## MATERIAL PROVIDED
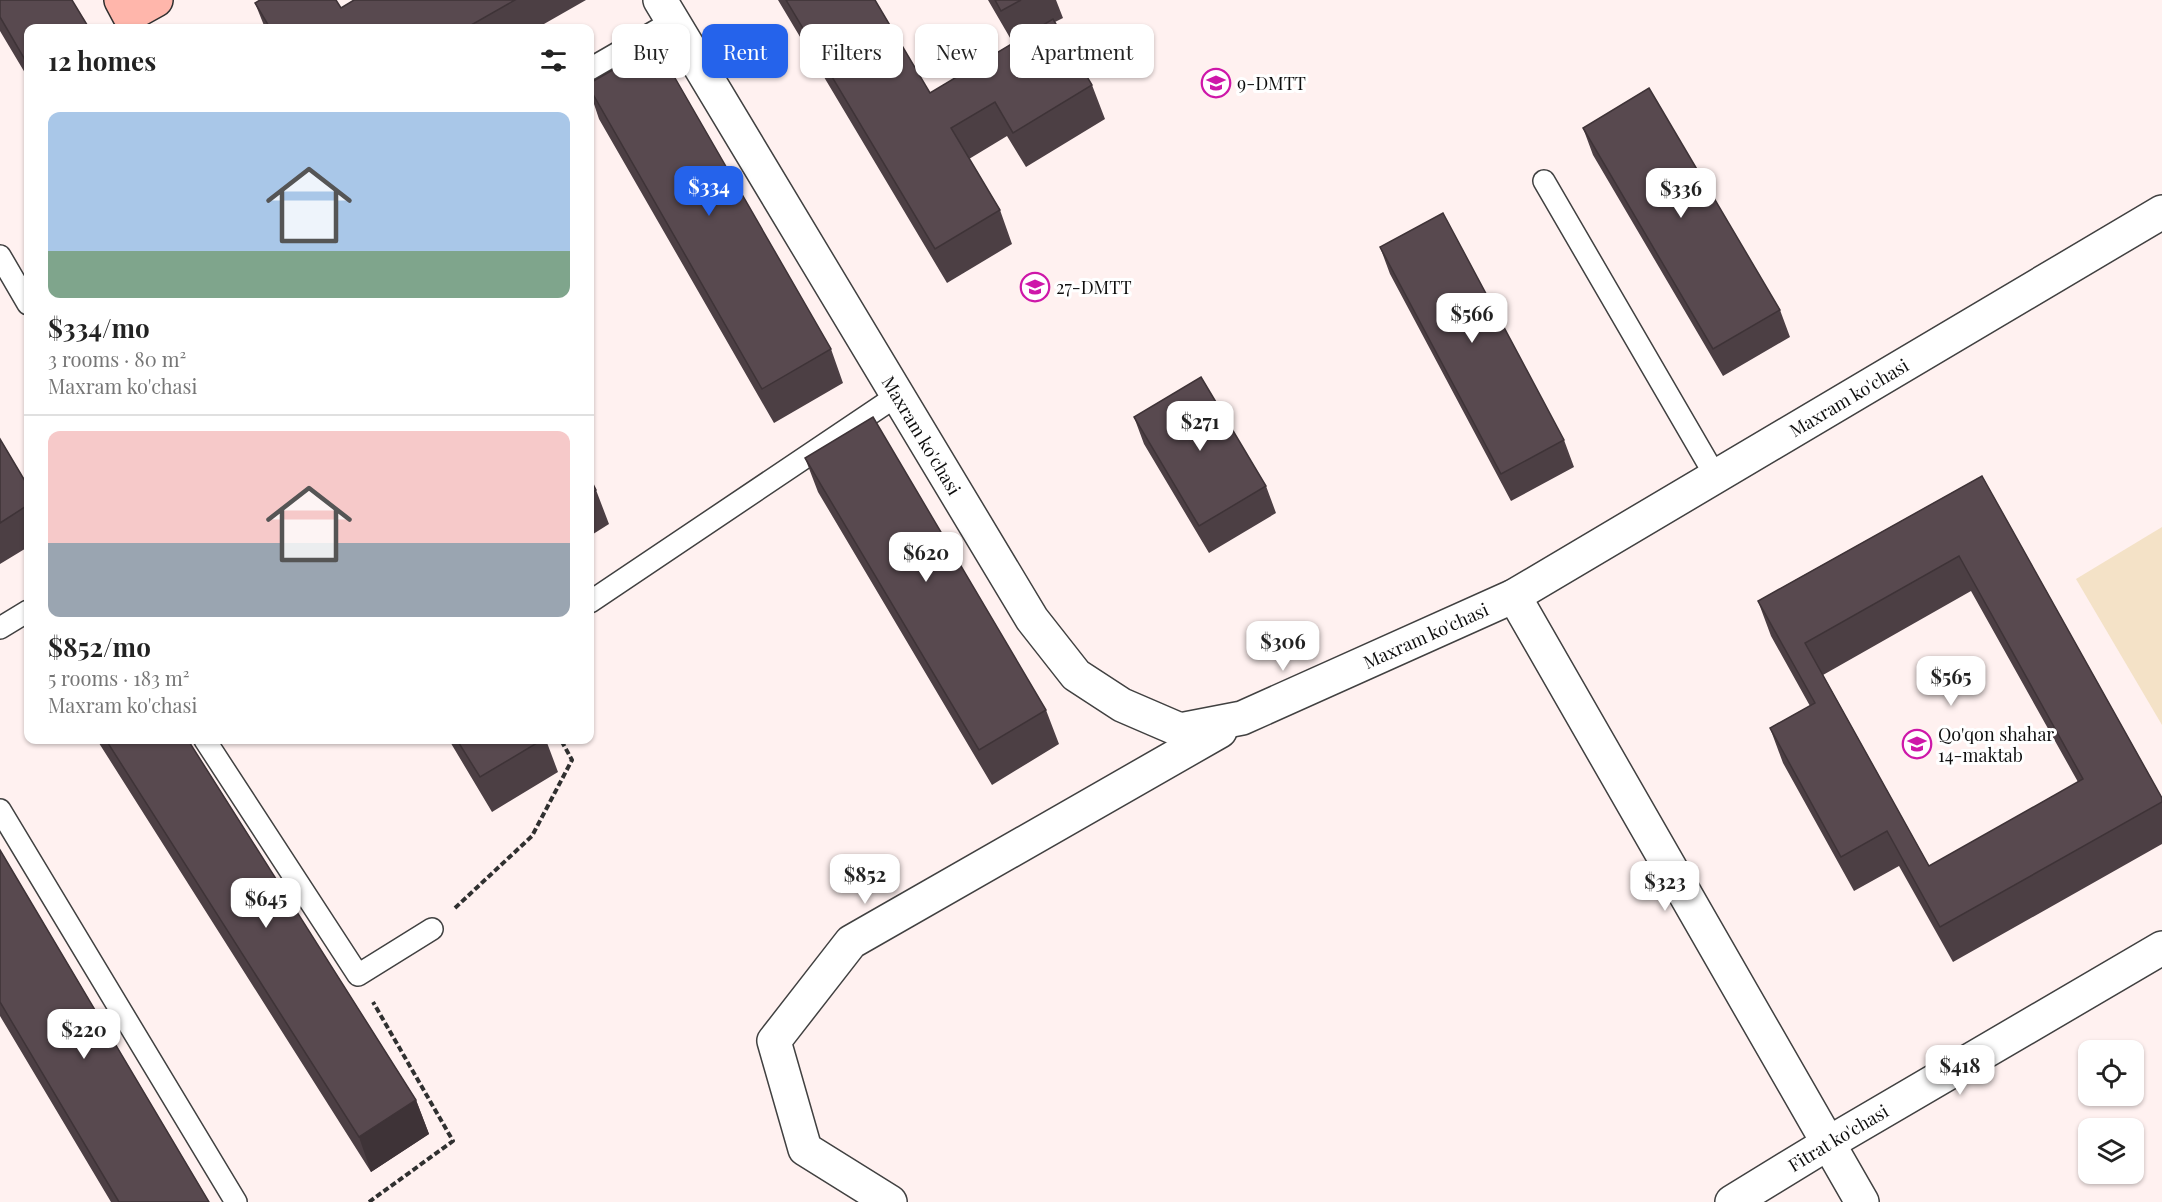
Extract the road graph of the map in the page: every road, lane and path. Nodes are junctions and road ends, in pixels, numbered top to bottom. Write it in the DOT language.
graph roads {
  1 [pos="666,11"];
  2 [pos="594,66"];
  3 [pos="1544,181"];
  4 [pos="2162,212"];
  5 [pos="0,256"];
  6 [pos="24,297"];
  7 [pos="898,395"];
  8 [pos="1716,477"];
  9 [pos="1514,596"];
  10 [pos="594,599"];
  11 [pos="24,613"];
  12 [pos="0,628"];
  13 [pos="1242,718"];
  14 [pos="208,744"];
  15 [pos="563,744"];
  16 [pos="0,810"];
  17 [pos="432,929"];
  18 [pos="2162,948"];
  19 [pos="358,975"];
  20 [pos="1827,1144"];
  21 [pos="236,1202"];
  22 [pos="369,1202"];
  23 [pos="890,1202"];
  24 [pos="1732,1202"];
  25 [pos="1862,1202"];
  1 -- 2 [label="lane"];
  1 -- 7 [label="street, Maxram ko'chasi"];
  3 -- 8 [label="lane"];
  4 -- 8 [label="street, Maxram ko'chasi"];
  5 -- 6 [label="lane"];
  7 -- 10 [label="lane"];
  7 -- 13 [label="street, Maxram ko'chasi"];
  8 -- 9 [label="street, Maxram ko'chasi"];
  9 -- 13 [label="street, Maxram ko'chasi"];
  9 -- 20 [label="street"];
  11 -- 12 [label="lane"];
  13 -- 23 [label="street"];
  14 -- 19 [label="lane"];
  15 -- 17 [label="path"];
  16 -- 21 [label="lane"];
  17 -- 19 [label="lane"];
  18 -- 20 [label="street, Fitrat ko'chasi"];
  19 -- 22 [label="path"];
  20 -- 24 [label="street, Fitrat ko'chasi"];
  20 -- 25 [label="street"];
}
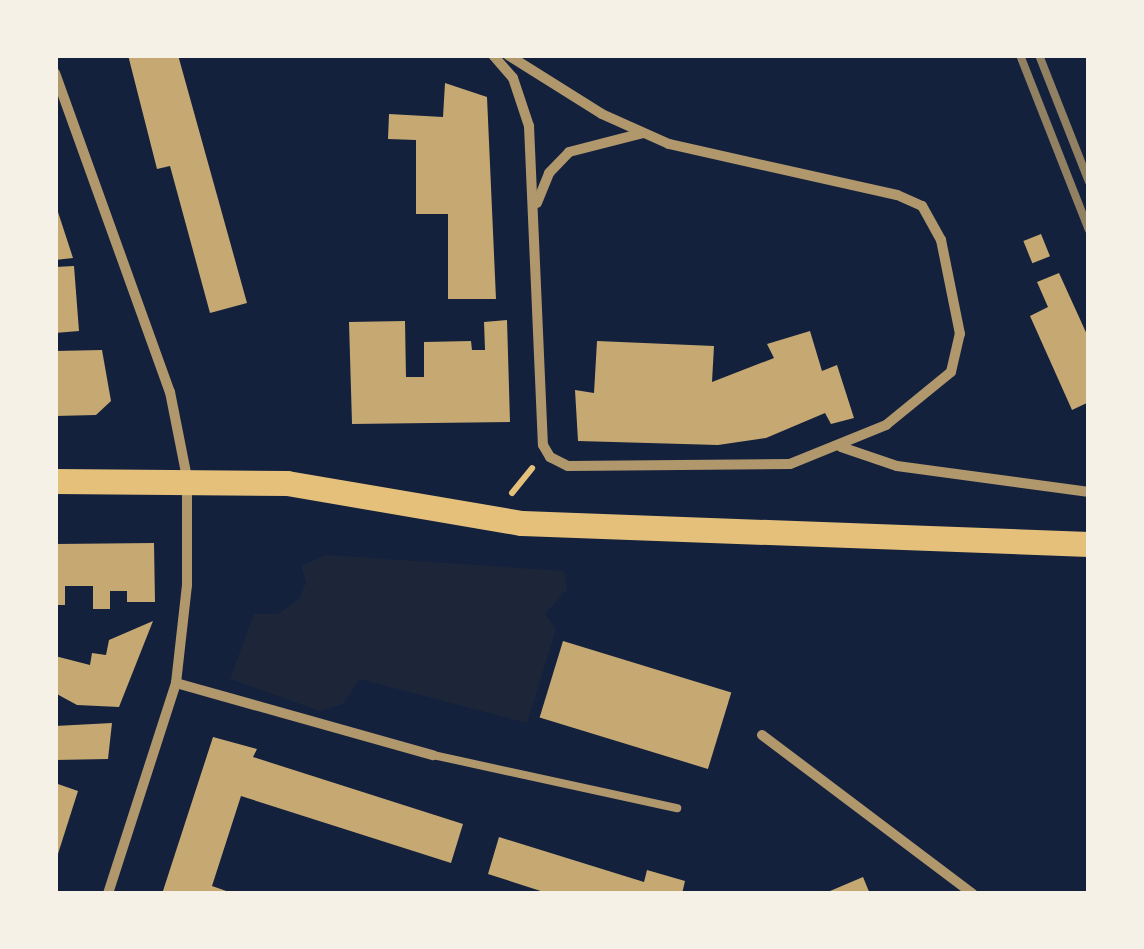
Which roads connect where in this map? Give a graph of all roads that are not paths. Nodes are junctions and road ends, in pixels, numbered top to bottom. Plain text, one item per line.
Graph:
1 (493, 55) edge
2 (508, 55) edge
3 (55, 73) edge
4 (644, 133) junction
5 (535, 208) junction
6 (840, 447) junction
7 (187, 478) junction
8 (55, 481) edge
9 (1089, 492) edge
10 (1089, 544) edge
11 (176, 683) junction
12 (762, 735) dead end
13 (433, 755) joint
14 (677, 808) dead end
15 (108, 894) edge
16 (972, 894) edge

1 - 5 street
2 - 4 street
3 - 7 street
4 - 5 street
4 - 6 street
5 - 6 street
6 - 9 street
7 - 8 main road
7 - 10 main road
7 - 11 street
11 - 13 street
11 - 15 street
12 - 16 street
13 - 14 lane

## ASSIGNMENT
Repeat each record exactly, with the pictures left out.

## PROBLEM SOLUTION
Extract the road graph of the map in the page: every road, lane and path. Nodes are junctions and road ends, in pixels, numbered top to bottom. Write it in the DOT language.
graph roads {
  1 [pos="666,11"];
  2 [pos="594,66"];
  3 [pos="1544,181"];
  4 [pos="2162,212"];
  5 [pos="0,256"];
  6 [pos="24,297"];
  7 [pos="898,395"];
  8 [pos="1716,477"];
  9 [pos="1514,596"];
  10 [pos="594,599"];
  11 [pos="24,613"];
  12 [pos="0,628"];
  13 [pos="1242,718"];
  14 [pos="208,744"];
  15 [pos="563,744"];
  16 [pos="0,810"];
  17 [pos="432,929"];
  18 [pos="2162,948"];
  19 [pos="358,975"];
  20 [pos="1827,1144"];
  21 [pos="236,1202"];
  22 [pos="369,1202"];
  23 [pos="890,1202"];
  24 [pos="1732,1202"];
  25 [pos="1862,1202"];
  1 -- 2 [label="lane"];
  1 -- 7 [label="street, Maxram ko'chasi"];
  3 -- 8 [label="lane"];
  4 -- 8 [label="street, Maxram ko'chasi"];
  5 -- 6 [label="lane"];
  7 -- 10 [label="lane"];
  7 -- 13 [label="street, Maxram ko'chasi"];
  8 -- 9 [label="street, Maxram ko'chasi"];
  9 -- 13 [label="street, Maxram ko'chasi"];
  9 -- 20 [label="street"];
  11 -- 12 [label="lane"];
  13 -- 23 [label="street"];
  14 -- 19 [label="lane"];
  15 -- 17 [label="path"];
  16 -- 21 [label="lane"];
  17 -- 19 [label="lane"];
  18 -- 20 [label="street, Fitrat ko'chasi"];
  19 -- 22 [label="path"];
  20 -- 24 [label="street, Fitrat ko'chasi"];
  20 -- 25 [label="street"];
}
Which roads connect where in this map? Give a graph of all roads that are not paths. Nodes are junctions and road ends, in pixels, numbered top to bottom. Plain text, one item per line.
Graph:
1 (493, 55) edge
2 (508, 55) edge
3 (55, 73) edge
4 (644, 133) junction
5 (535, 208) junction
6 (840, 447) junction
7 (187, 478) junction
8 (55, 481) edge
9 (1089, 492) edge
10 (1089, 544) edge
11 (176, 683) junction
12 (762, 735) dead end
13 (433, 755) joint
14 (677, 808) dead end
15 (108, 894) edge
16 (972, 894) edge

1 - 5 street
2 - 4 street
3 - 7 street
4 - 5 street
4 - 6 street
5 - 6 street
6 - 9 street
7 - 8 main road
7 - 10 main road
7 - 11 street
11 - 13 street
11 - 15 street
12 - 16 street
13 - 14 lane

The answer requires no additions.